» Exercise description
Without copying any pictures, restate exactly the lines from the start of the records through the line containing "Write the network".

═════ Listed entries

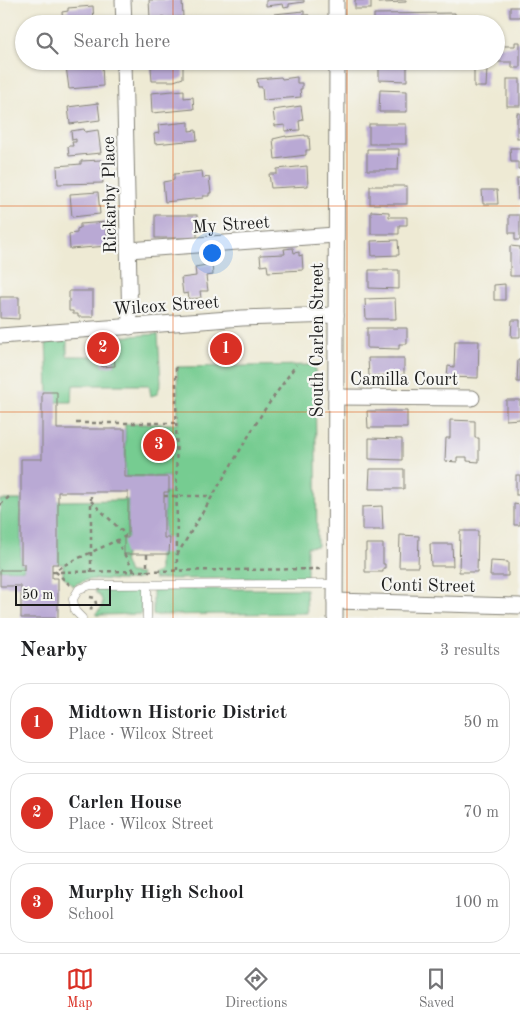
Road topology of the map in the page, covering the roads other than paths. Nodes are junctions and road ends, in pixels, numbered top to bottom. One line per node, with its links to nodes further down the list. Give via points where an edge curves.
1 (123, 0): 3 (street)
2 (336, 0): 4 (street)
3 (124, 15)
4 (336, 15)
5 (124, 70): 8 (street, Rickarby Place)
6 (337, 70): 7 (street, South Carlen Street)
7 (335, 235): 8 (street, My Street); 9 (street, South Carlen Street)
8 (129, 250): 10 (street, Rickarby Place)
9 (336, 315): 10 (street, Wilcox Street); 12 (street, South Carlen Street)
10 (130, 327): 11 (street, Wilcox Street)
11 (0, 336)
12 (336, 397): 13 (street, Camilla Court); 14 (street, South Carlen Street)
13 (472, 398)
14 (335, 584): 15 (lane); 16 (street, South Carlen Street)
15 (147, 585): 18 (lane, via 91,585 79,589 73,599 75,611); 19 (lane)
16 (335, 601): 17 (street, Conti Street); 20 (street, South Carlen Street)
17 (520, 606)
18 (82, 618)
19 (147, 618)
20 (335, 618)

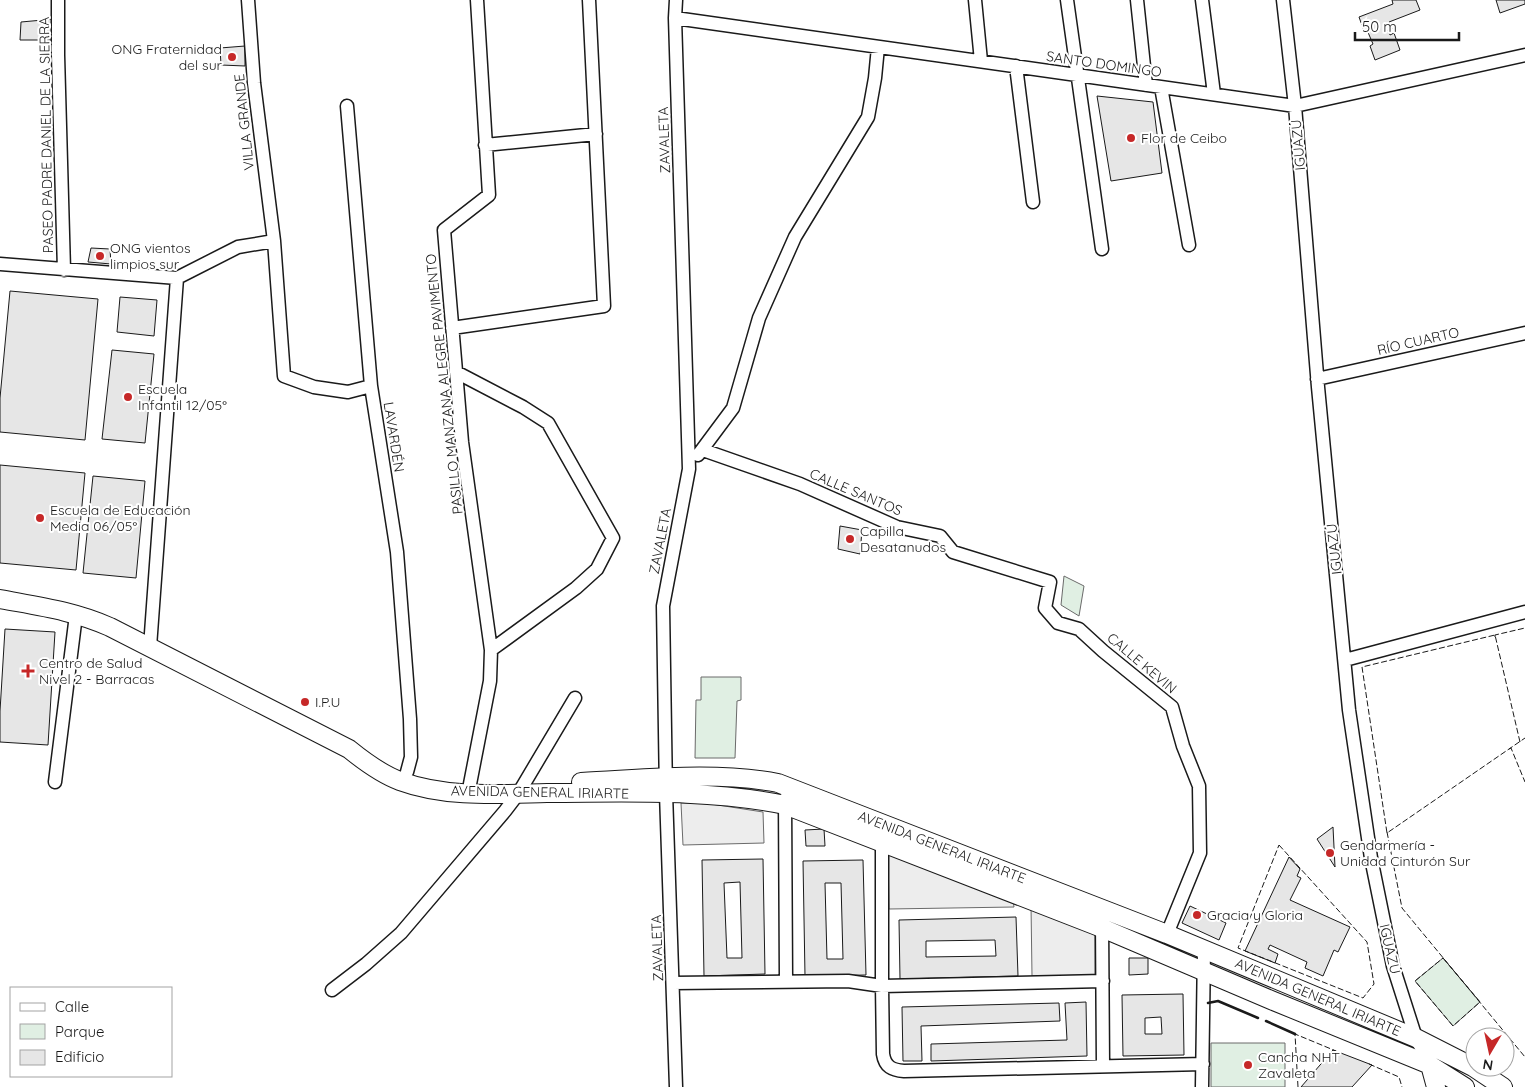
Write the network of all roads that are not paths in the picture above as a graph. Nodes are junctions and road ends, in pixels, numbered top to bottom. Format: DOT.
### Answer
graph roads {
  1 [pos="58,0"];
  2 [pos="248,0"];
  3 [pos="477,0"];
  4 [pos="589,0"];
  5 [pos="676,0"];
  6 [pos="975,0"];
  7 [pos="1067,0"];
  8 [pos="1137,0"];
  9 [pos="1202,0"];
  10 [pos="1282,0"];
  11 [pos="675,18"];
  12 [pos="878,46"];
  13 [pos="1525,55"];
  14 [pos="981,61"];
  15 [pos="1016,66"];
  16 [pos="1076,75"];
  17 [pos="1146,85"];
  18 [pos="1161,87"];
  19 [pos="1214,94"];
  20 [pos="346,106"];
  21 [pos="1295,106"];
  22 [pos="596,134"];
  23 [pos="485,145"];
  24 [pos="1033,202"];
  25 [pos="274,241"];
  26 [pos="1189,245"];
  27 [pos="1102,249"];
  28 [pos="0,264"];
  29 [pos="64,270"];
  30 [pos="177,278"];
  31 [pos="452,328"];
  32 [pos="1525,333"];
  33 [pos="456,372"];
  34 [pos="1317,379"];
  35 [pos="371,386"];
  36 [pos="703,450"];
  37 [pos="689,469"];
  38 [pos="1050,582"];
  39 [pos="0,599"];
  40 [pos="1525,612"];
  41 [pos="76,614"];
  42 [pos="150,647"];
  43 [pos="491,650"];
  44 [pos="1345,660"];
  45 [pos="575,698"];
  46 [pos="349,749"];
  47 [pos="408,772"];
  48 [pos="55,782"];
  49 [pos="470,784"];
  50 [pos="666,786"];
  51 [pos="785,787"];
  52 [pos="521,789"];
  53 [pos="786,805"];
  54 [pos="882,824"];
  55 [pos="882,842"];
  56 [pos="1102,908"];
  57 [pos="1102,928"];
  58 [pos="1167,934"];
  59 [pos="1204,949"];
  60 [pos="1204,970"];
  61 [pos="786,981"];
  62 [pos="1103,981"];
  63 [pos="673,983"];
  64 [pos="882,986"];
  65 [pos="332,990"];
  66 [pos="1416,1038"];
  67 [pos="1203,1064"];
  68 [pos="1430,1065"];
  69 [pos="1103,1066"];
  70 [pos="676,1087"];
  71 [pos="1202,1087"];
  72 [pos="1436,1087"];
  73 [pos="1465,1087"];
  74 [pos="1503,1087"];
  1 -- 29 [label="street, PASEO PADRE DANIEL DE LA SIERRA"];
  2 -- 25 [label="street, VILLA GRANDE"];
  3 -- 23 [label="street, PASILLO MANZANA ALEGRE PAVIMENTO"];
  4 -- 22 [label="street"];
  5 -- 11 [label="street, ZAVALETA"];
  6 -- 14 [label="street"];
  7 -- 16 [label="street"];
  8 -- 17 [label="street"];
  9 -- 19 [label="street"];
  10 -- 21 [label="street, IGUAZÚ"];
  11 -- 12 [label="street, SANTO DOMINGO"];
  11 -- 37 [label="street, ZAVALETA"];
  12 -- 14 [label="street, SANTO DOMINGO"];
  12 -- 36 [label="street"];
  13 -- 21 [label="street, SANTO DOMINGO"];
  14 -- 15 [label="street, SANTO DOMINGO"];
  15 -- 16 [label="street, SANTO DOMINGO"];
  15 -- 24 [label="street"];
  16 -- 17 [label="street, SANTO DOMINGO"];
  16 -- 27 [label="street"];
  17 -- 18 [label="street, SANTO DOMINGO"];
  18 -- 19 [label="street, SANTO DOMINGO"];
  18 -- 26 [label="street"];
  19 -- 21 [label="street, SANTO DOMINGO"];
  20 -- 35 [label="street, LAVARDÉN"];
  21 -- 34 [label="street, IGUAZÚ"];
  22 -- 23 [label="street"];
  22 -- 31 [label="street"];
  23 -- 31 [label="street, PASILLO MANZANA ALEGRE PAVIMENTO"];
  25 -- 30 [label="street"];
  25 -- 35 [label="street, VILLA GRANDE"];
  28 -- 29 [label="street"];
  29 -- 30 [label="street"];
  30 -- 42 [label="street"];
  31 -- 33 [label="street, PASILLO MANZANA ALEGRE PAVIMENTO"];
  32 -- 34 [label="street, RÍO CUARTO"];
  33 -- 43 [label="street, PASILLO MANZANA ALEGRE PAVIMENTO"];
  33 -- 43 [label="street"];
  34 -- 44 [label="street, IGUAZÚ"];
  35 -- 47 [label="street, LAVARDÉN"];
  36 -- 37 [label="street"];
  36 -- 38 [label="street, CALLE SANTOS"];
  37 -- 50 [label="street, ZAVALETA"];
  38 -- 58 [label="street, CALLE KEVIN"];
  39 -- 41 [label="main road, AVENIDA GENERAL IRIARTE"];
  40 -- 44 [label="street"];
  41 -- 42 [label="main road, AVENIDA GENERAL IRIARTE"];
  41 -- 48 [label="street"];
  42 -- 46 [label="main road, AVENIDA GENERAL IRIARTE"];
  43 -- 49 [label="street, PASILLO MANZANA ALEGRE PAVIMENTO"];
  44 -- 66 [label="street, IGUAZÚ"];
  45 -- 52 [label="street"];
  46 -- 47 [label="main road, AVENIDA GENERAL IRIARTE"];
  46 -- 52 [label="main road, AVENIDA GENERAL IRIARTE"];
  47 -- 49 [label="main road, AVENIDA GENERAL IRIARTE"];
  49 -- 52 [label="main road, AVENIDA GENERAL IRIARTE"];
  50 -- 51 [label="main road, AVENIDA GENERAL IRIARTE"];
  50 -- 52 [label="main road, AVENIDA GENERAL IRIARTE"];
  50 -- 53 [label="main road, AVENIDA GENERAL IRIARTE"];
  50 -- 63 [label="street, ZAVALETA"];
  51 -- 53 [label="street"];
  51 -- 54 [label="main road, AVENIDA GENERAL IRIARTE"];
  52 -- 65 [label="street"];
  53 -- 55 [label="main road, AVENIDA GENERAL IRIARTE"];
  53 -- 61 [label="street"];
  54 -- 55 [label="street"];
  54 -- 56 [label="main road, AVENIDA GENERAL IRIARTE"];
  55 -- 57 [label="main road, AVENIDA GENERAL IRIARTE"];
  55 -- 64 [label="street"];
  56 -- 57 [label="street"];
  56 -- 58 [label="main road, AVENIDA GENERAL IRIARTE"];
  57 -- 60 [label="main road, AVENIDA GENERAL IRIARTE"];
  57 -- 62 [label="street"];
  58 -- 59 [label="main road, AVENIDA GENERAL IRIARTE"];
  59 -- 60 [label="street"];
  59 -- 66 [label="main road, AVENIDA GENERAL IRIARTE"];
  60 -- 67 [label="street"];
  60 -- 68 [label="main road, AVENIDA GENERAL IRIARTE"];
  61 -- 63 [label="street"];
  61 -- 64 [label="street"];
  62 -- 64 [label="street"];
  62 -- 69 [label="street"];
  63 -- 70 [label="street, ZAVALETA"];
  64 -- 69 [label="street"];
  66 -- 68 [label="street, IGUAZÚ"];
  66 -- 74 [label="main road, AVENIDA GENERAL IRIARTE"];
  67 -- 69 [label="street"];
  67 -- 71 [label="street"];
  68 -- 72 [label="main road, IGUAZÚ"];
  68 -- 73 [label="main road, AVENIDA GENERAL IRIARTE"];
}
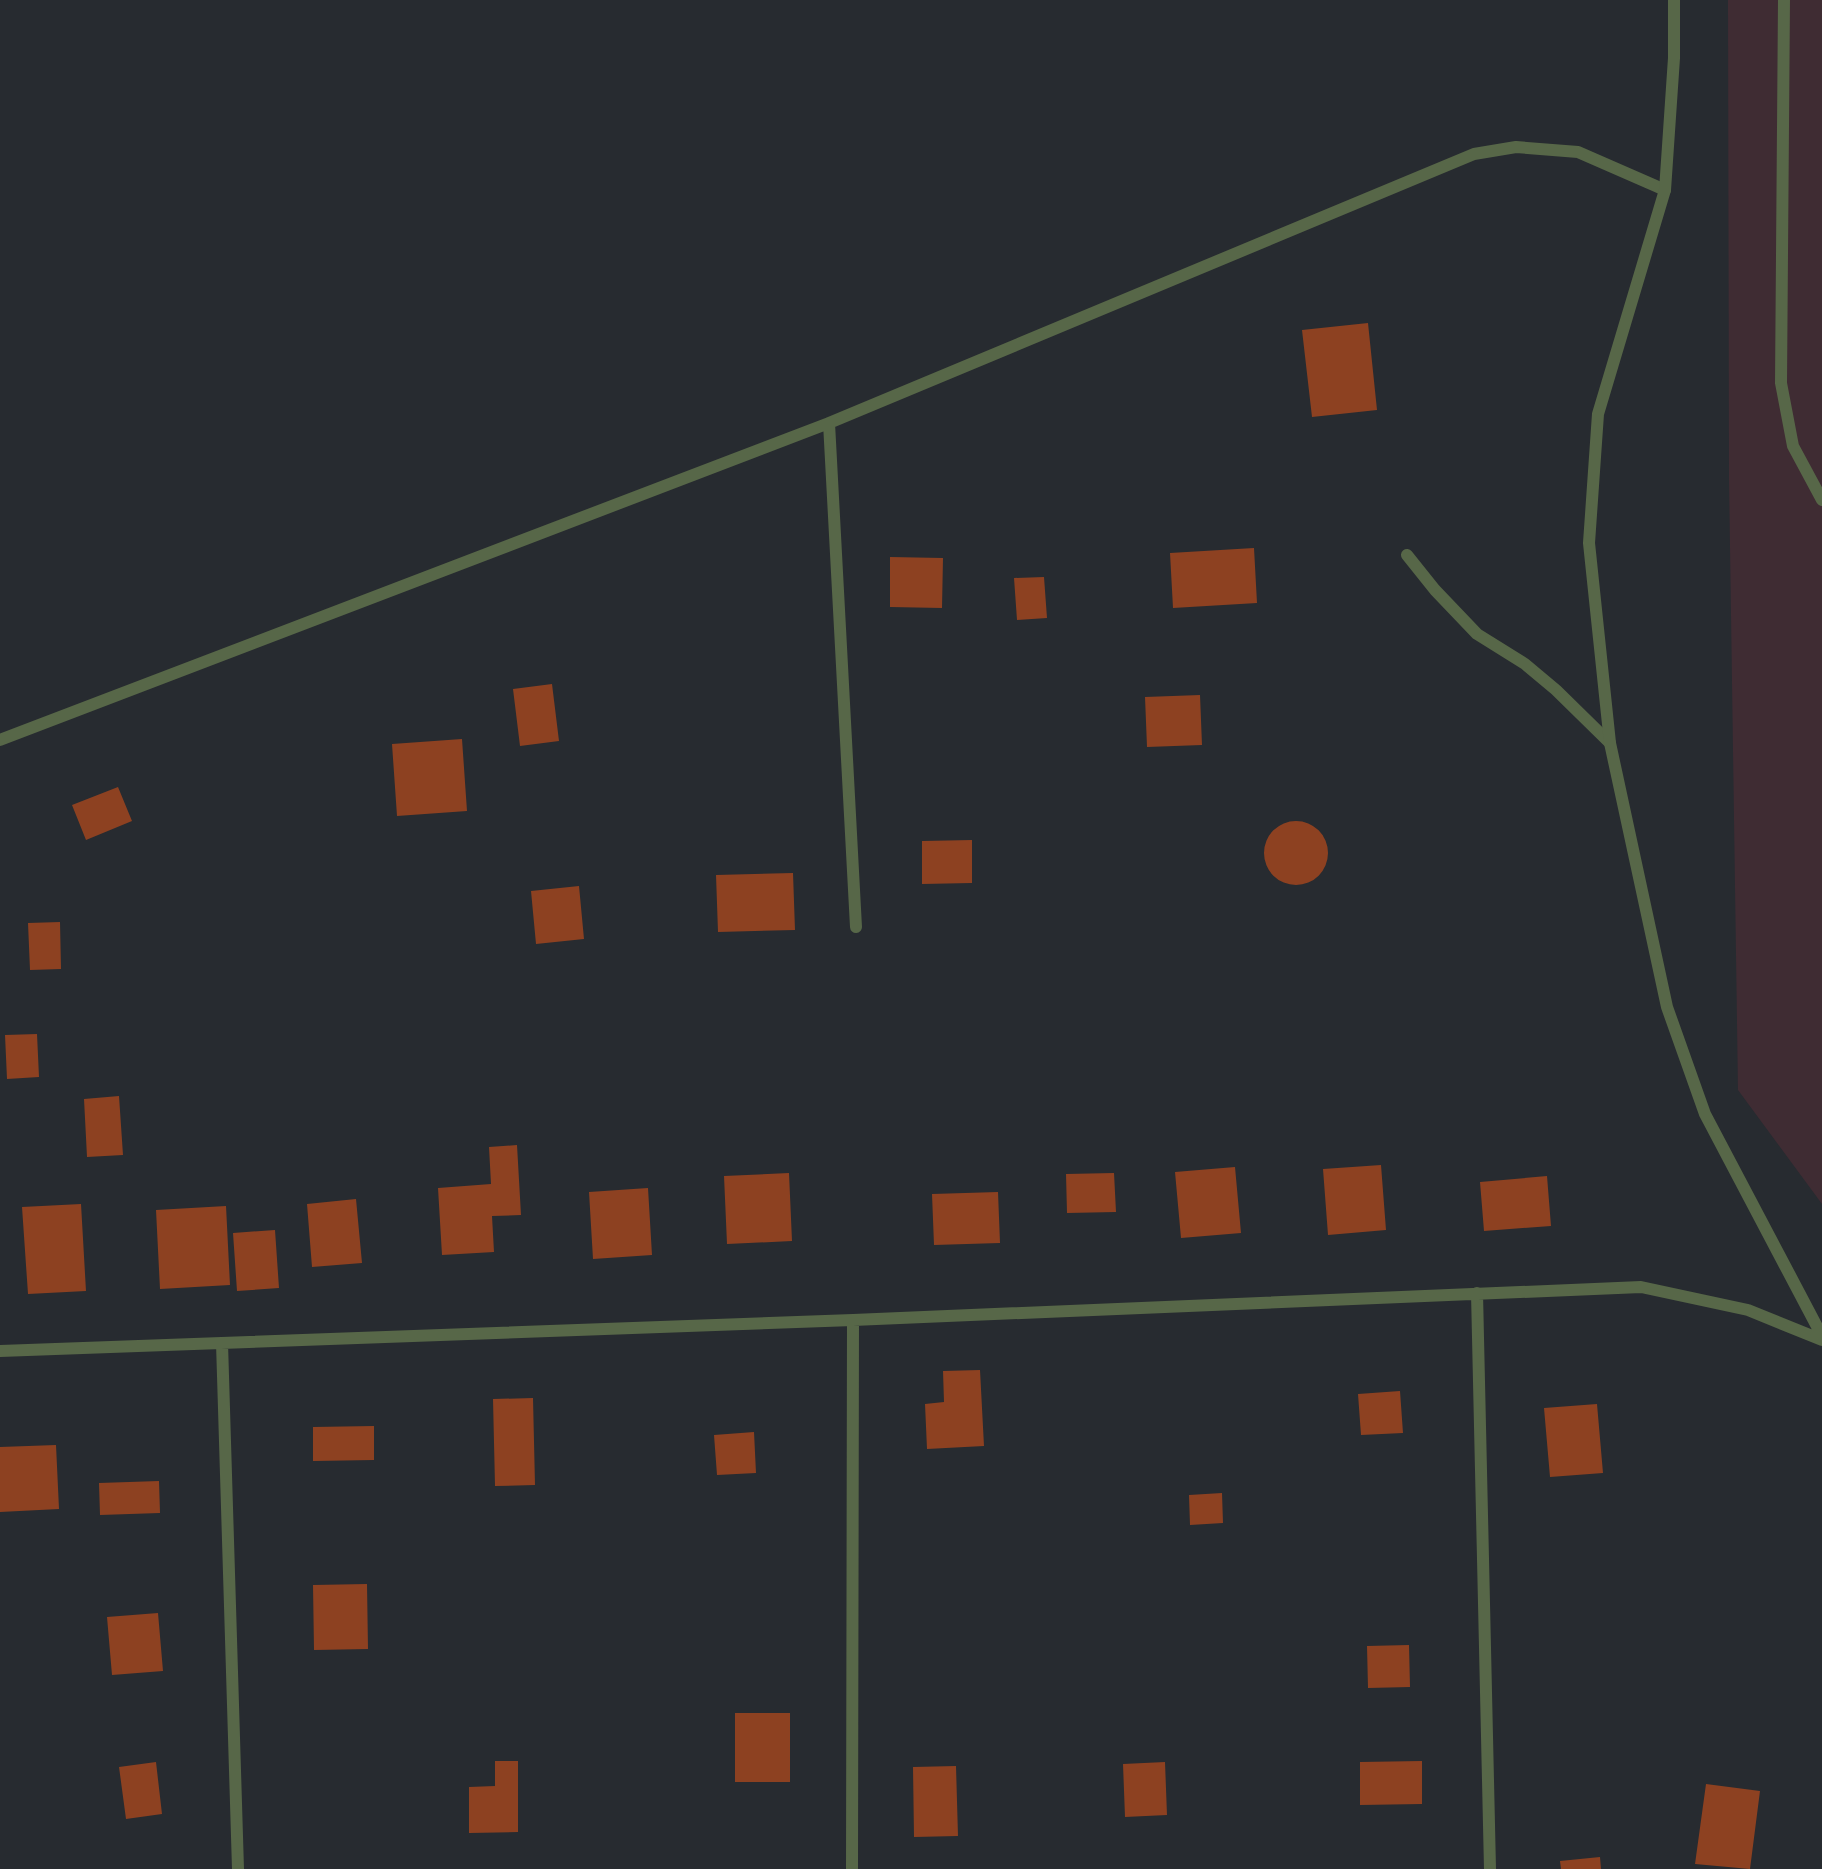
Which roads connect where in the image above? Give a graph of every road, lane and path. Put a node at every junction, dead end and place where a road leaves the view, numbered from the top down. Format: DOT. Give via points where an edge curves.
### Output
graph roads {
  1 [pos="1674,0"];
  2 [pos="1784,0"];
  3 [pos="1665,190"];
  4 [pos="829,423"];
  5 [pos="1822,500"];
  6 [pos="1407,555"];
  7 [pos="0,740"];
  8 [pos="1610,743"];
  9 [pos="856,927"];
  10 [pos="1477,1293"];
  11 [pos="853,1320"];
  12 [pos="1822,1338"];
  13 [pos="222,1343"];
  14 [pos="0,1352"];
  15 [pos="238,1869"];
  16 [pos="852,1869"];
  17 [pos="1490,1869"];
  1 -- 3 [label="street" via="1674,58"];
  2 -- 5 [label="street" via="1781,383 1793,446"];
  3 -- 4 [label="street" via="1578,152 1516,147 1474,154"];
  3 -- 8 [label="street" via="1598,414 1589,543"];
  4 -- 7 [label="street"];
  4 -- 9 [label="street"];
  6 -- 8 [label="street" via="1477,634 1544,679"];
  8 -- 12 [label="street" via="1667,1007 1705,1114"];
  10 -- 11 [label="street"];
  10 -- 12 [label="street" via="1641,1287 1748,1310"];
  10 -- 17 [label="street"];
  11 -- 13 [label="street"];
  11 -- 16 [label="street"];
  13 -- 14 [label="street"];
  13 -- 15 [label="street"];
}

══════════

» Response below
Road topology of the map in the page, covering the roads other than paths. Nodes are junctions and road ends, in pixels, numbered top to bottom. One line per node, with its links to nodes further down the list. Give via points where an edge curves.
1 (123, 0): 3 (street)
2 (336, 0): 4 (street)
3 (124, 15)
4 (336, 15)
5 (124, 70): 8 (street, Rickarby Place)
6 (337, 70): 7 (street, South Carlen Street)
7 (335, 235): 8 (street, My Street); 9 (street, South Carlen Street)
8 (129, 250): 10 (street, Rickarby Place)
9 (336, 315): 10 (street, Wilcox Street); 12 (street, South Carlen Street)
10 (130, 327): 11 (street, Wilcox Street)
11 (0, 336)
12 (336, 397): 13 (street, Camilla Court); 14 (street, South Carlen Street)
13 (472, 398)
14 (335, 584): 15 (lane); 16 (street, South Carlen Street)
15 (147, 585): 18 (lane, via 91,585 79,589 73,599 75,611); 19 (lane)
16 (335, 601): 17 (street, Conti Street); 20 (street, South Carlen Street)
17 (520, 606)
18 (82, 618)
19 (147, 618)
20 (335, 618)

Write the network of all roads that are not paths in the picture above as a graph. Nodes are junctions and road ends, in pixels, numbered top to bottom. Format: DOT.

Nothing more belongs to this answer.